**Supplied material:**
◆ ◆ ◆ ◆ ◆ ◆ ◆

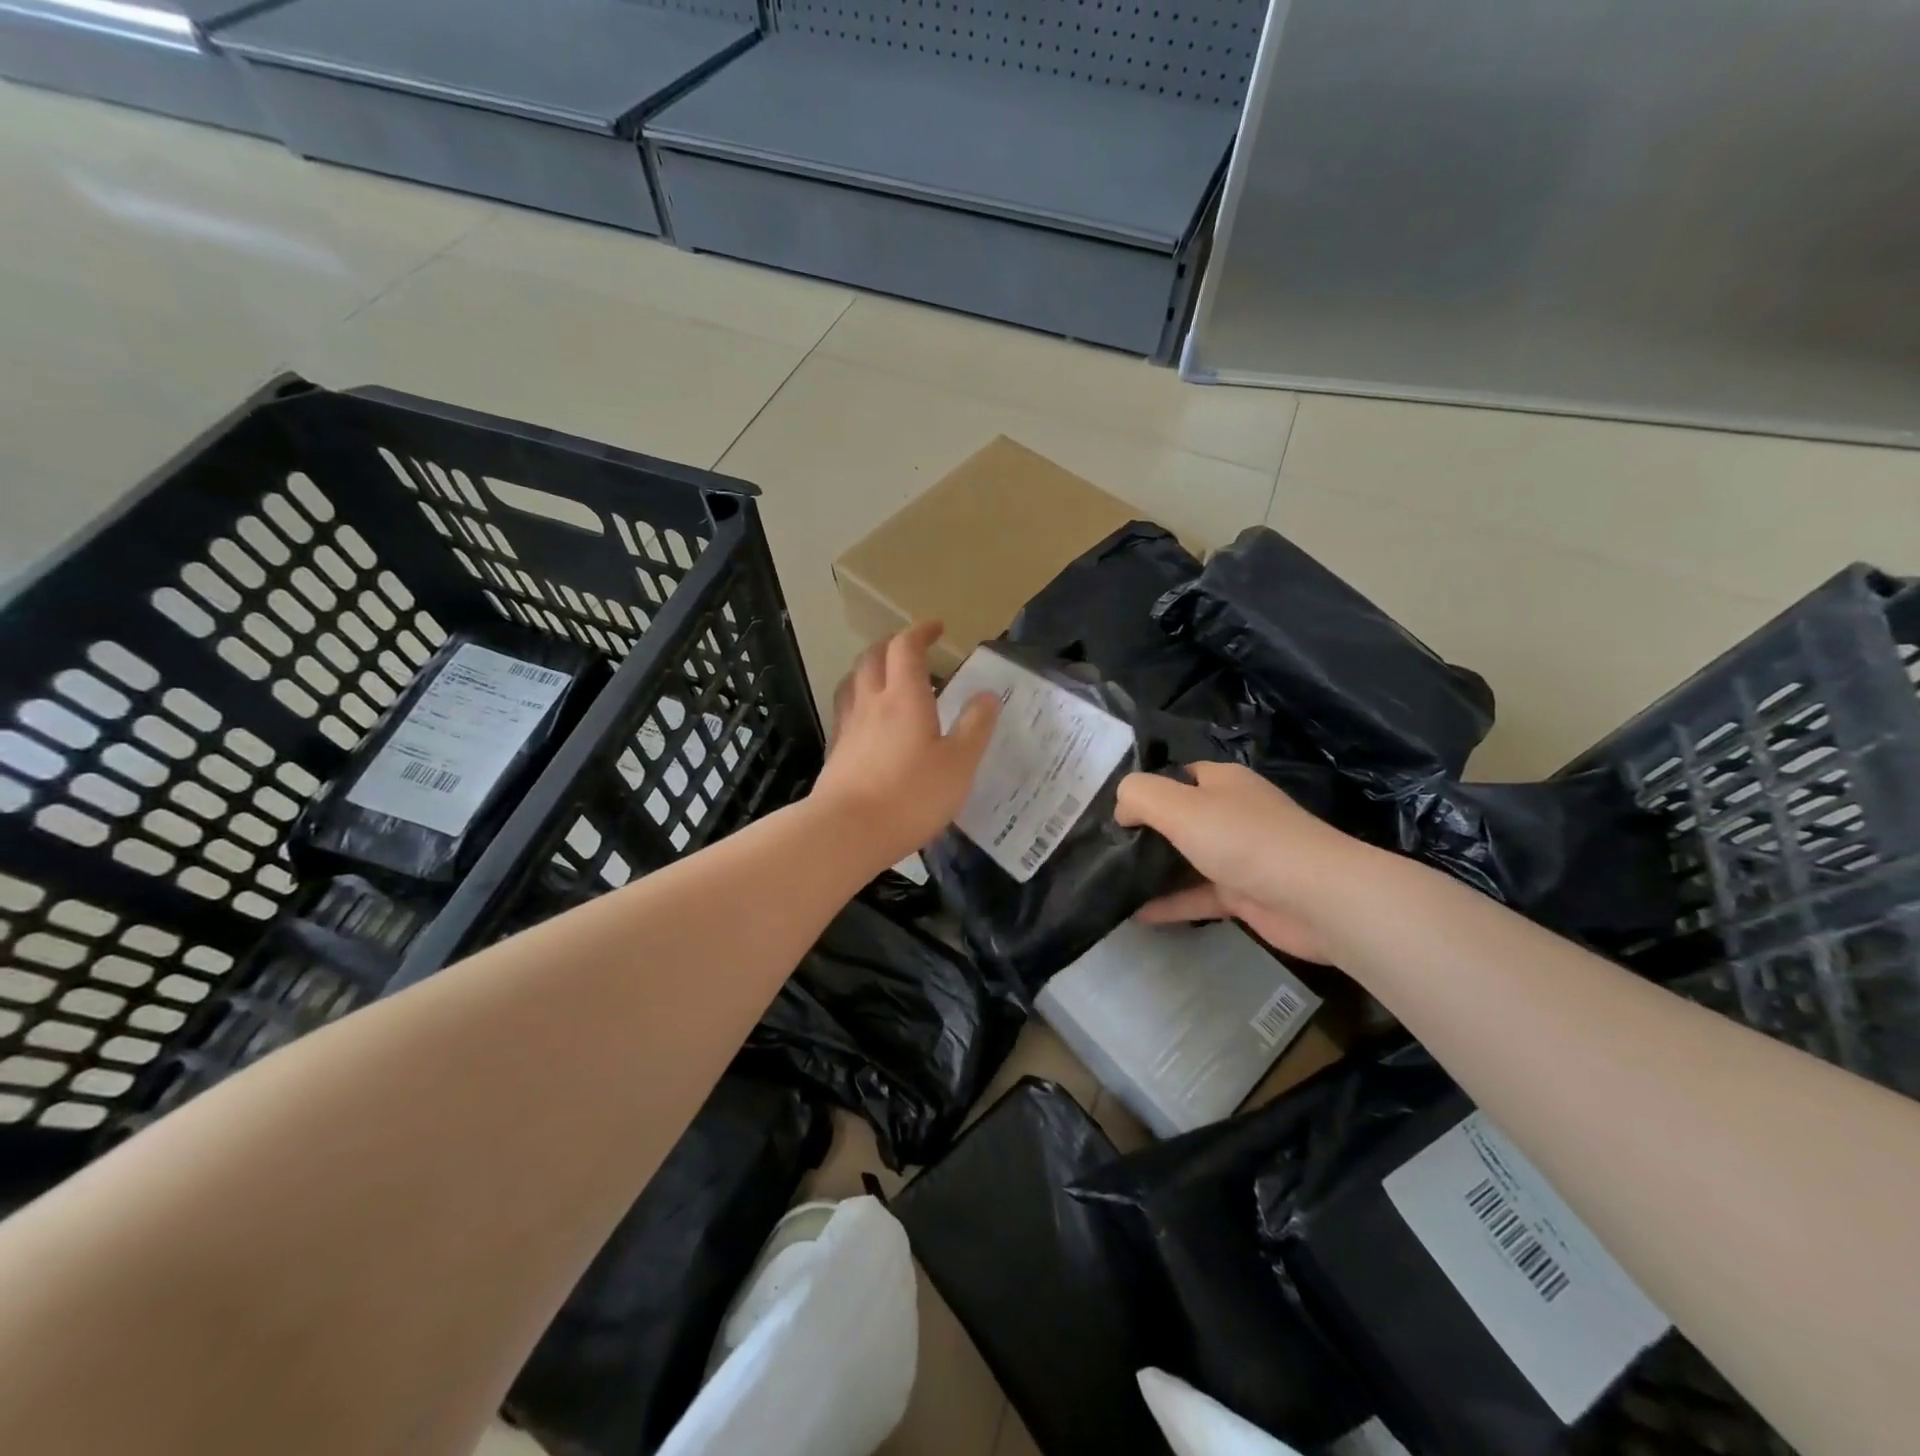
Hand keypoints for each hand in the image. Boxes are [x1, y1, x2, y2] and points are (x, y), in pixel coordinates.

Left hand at [812, 622, 999, 865]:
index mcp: (904, 697)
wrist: (847, 832)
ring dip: (870, 669)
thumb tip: (987, 695)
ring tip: (886, 677)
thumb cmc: (911, 796)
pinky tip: (869, 721)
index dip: (920, 632)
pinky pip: (847, 711)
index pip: (906, 648)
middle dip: (892, 645)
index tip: (936, 628)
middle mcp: (871, 703)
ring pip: (854, 682)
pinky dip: (860, 701)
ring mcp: (849, 727)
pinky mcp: (837, 752)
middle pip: (873, 657)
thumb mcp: (959, 764)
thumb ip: (975, 727)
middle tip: (912, 649)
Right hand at [1115, 761, 1381, 962]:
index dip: (1143, 792)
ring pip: (1186, 859)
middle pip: (1178, 819)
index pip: (1174, 777)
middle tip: (1104, 851)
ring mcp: (1239, 856)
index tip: (1110, 816)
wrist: (1315, 897)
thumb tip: (1121, 809)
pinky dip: (1170, 904)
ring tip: (1111, 883)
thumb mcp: (1178, 805)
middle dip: (1144, 833)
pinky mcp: (1244, 894)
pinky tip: (1136, 915)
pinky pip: (1197, 895)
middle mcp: (1230, 813)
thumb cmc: (1243, 840)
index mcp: (1220, 782)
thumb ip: (1139, 796)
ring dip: (1154, 871)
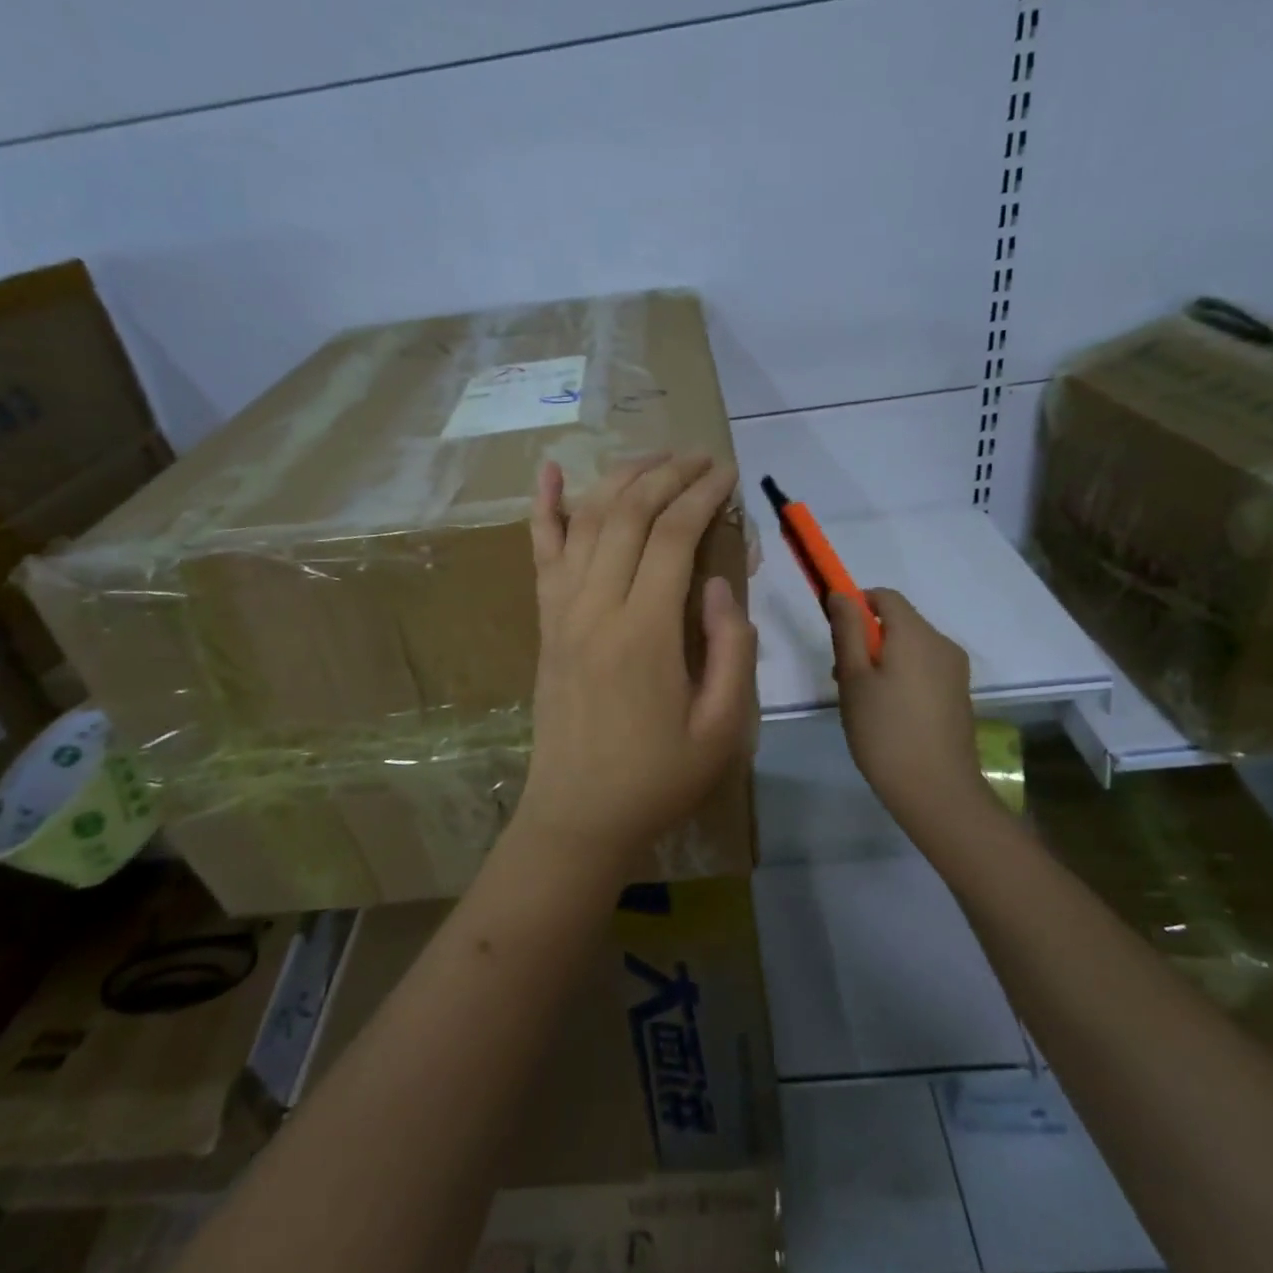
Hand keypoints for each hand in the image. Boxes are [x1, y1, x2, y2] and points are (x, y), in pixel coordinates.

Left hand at [516, 453, 755, 877]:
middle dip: (667, 474)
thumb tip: (723, 585)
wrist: (579, 815)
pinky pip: (540, 554)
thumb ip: (732, 650)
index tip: (727, 474)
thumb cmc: (658, 778)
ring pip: (586, 521)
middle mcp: (597, 607)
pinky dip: (544, 508)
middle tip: (699, 458)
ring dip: (620, 478)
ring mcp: (562, 611)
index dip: (703, 495)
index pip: (674, 536)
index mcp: (645, 632)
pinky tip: (548, 470)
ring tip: (653, 457)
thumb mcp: (722, 728)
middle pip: (628, 514)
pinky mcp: (545, 623)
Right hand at [830, 588, 995, 833]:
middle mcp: (942, 643)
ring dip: (883, 659)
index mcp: (915, 634)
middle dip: (867, 637)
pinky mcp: (959, 694)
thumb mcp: (854, 679)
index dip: (856, 604)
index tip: (835, 633)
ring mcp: (955, 670)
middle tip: (842, 676)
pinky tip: (888, 714)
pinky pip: (925, 669)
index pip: (884, 597)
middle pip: (899, 622)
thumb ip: (848, 632)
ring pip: (911, 648)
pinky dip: (902, 676)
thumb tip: (842, 594)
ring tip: (862, 700)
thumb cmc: (884, 731)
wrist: (936, 791)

◆ ◆ ◆ ◆ ◆ ◆ ◆

**Your goal:** Every line above should be repeated exactly; pictures stay out of the copy.

**The answer:**
Hand keypoints for each hand in the image. Boxes are [x1, y1, x2, y2] and points are (x, y), in pixel coordinates.

Left hand at [812, 622, 999, 865]:
index mcp: (904, 697)
wrist: (847, 832)
ring dip: (870, 669)
thumb tip: (987, 695)
ring tip: (886, 677)
thumb cmc: (911, 796)
pinky tip: (869, 721)
index dip: (920, 632)
pinky pip: (847, 711)
index pip: (906, 648)
middle dip: (892, 645)
index tip: (936, 628)
middle mcp: (871, 703)
ring pip: (854, 682)
pinky dip: (860, 701)
ring mcp: (849, 727)
pinky mcp: (837, 752)
middle pip: (873, 657)
thumb mcp: (959, 764)
thumb ip: (975, 727)
middle tip: (912, 649)
Right hand at [1115, 761, 1381, 962]:
index dip: (1143, 792)
ring pip: (1186, 859)
middle pip: (1178, 819)
index pip: (1174, 777)
middle tip: (1104, 851)
ring mcp: (1239, 856)
index tip: (1110, 816)
wrist: (1315, 897)
thumb tip: (1121, 809)
pinky dip: (1170, 904)
ring tip: (1111, 883)
thumb mcp: (1178, 805)
middle dip: (1144, 833)
pinky mcp: (1244, 894)
pinky tip: (1136, 915)
pinky pip: (1197, 895)
middle mcp: (1230, 813)
thumb cmc: (1243, 840)
index mcp: (1220, 782)
thumb ip: (1139, 796)
ring dip: (1154, 871)
Hand keypoints for each hand in the image. Boxes are [x1, y1, x2, y2] and points are (x, y), in pixel coordinates.

Left hand at [516, 453, 755, 877]:
middle dip: (667, 474)
thumb tip: (723, 585)
wrist: (579, 815)
pinky pip: (540, 554)
thumb ip: (732, 650)
index tip: (727, 474)
thumb cmc: (658, 778)
ring pip: (586, 521)
middle mcp: (597, 607)
pinky dip: (544, 508)
middle tip: (699, 458)
ring dip: (620, 478)
ring mcp: (562, 611)
index dip: (703, 495)
index pip: (674, 536)
index mcp: (645, 632)
pinky tip: (548, 470)
ring tip: (653, 457)
thumb mcp: (722, 728)
middle pip: (628, 514)
pinky mcp: (545, 623)
Right hand at [830, 588, 995, 833]:
middle mcp: (942, 643)
ring dip: (883, 659)
index mcp: (915, 634)
middle dip: (867, 637)
pinky mcp: (959, 694)
thumb mcp: (854, 679)
index dip: (856, 604)
index tip: (835, 633)
ring mcp: (955, 670)
middle tip: (842, 676)
pinky tip: (888, 714)
pinky pip: (925, 669)
index pip: (884, 597)
middle pip: (899, 622)
thumb ip: (848, 632)
ring pip: (911, 648)
pinky dip: (902, 676)
thumb tip: (842, 594)
ring tip: (862, 700)
thumb cmc: (884, 731)
wrist: (936, 791)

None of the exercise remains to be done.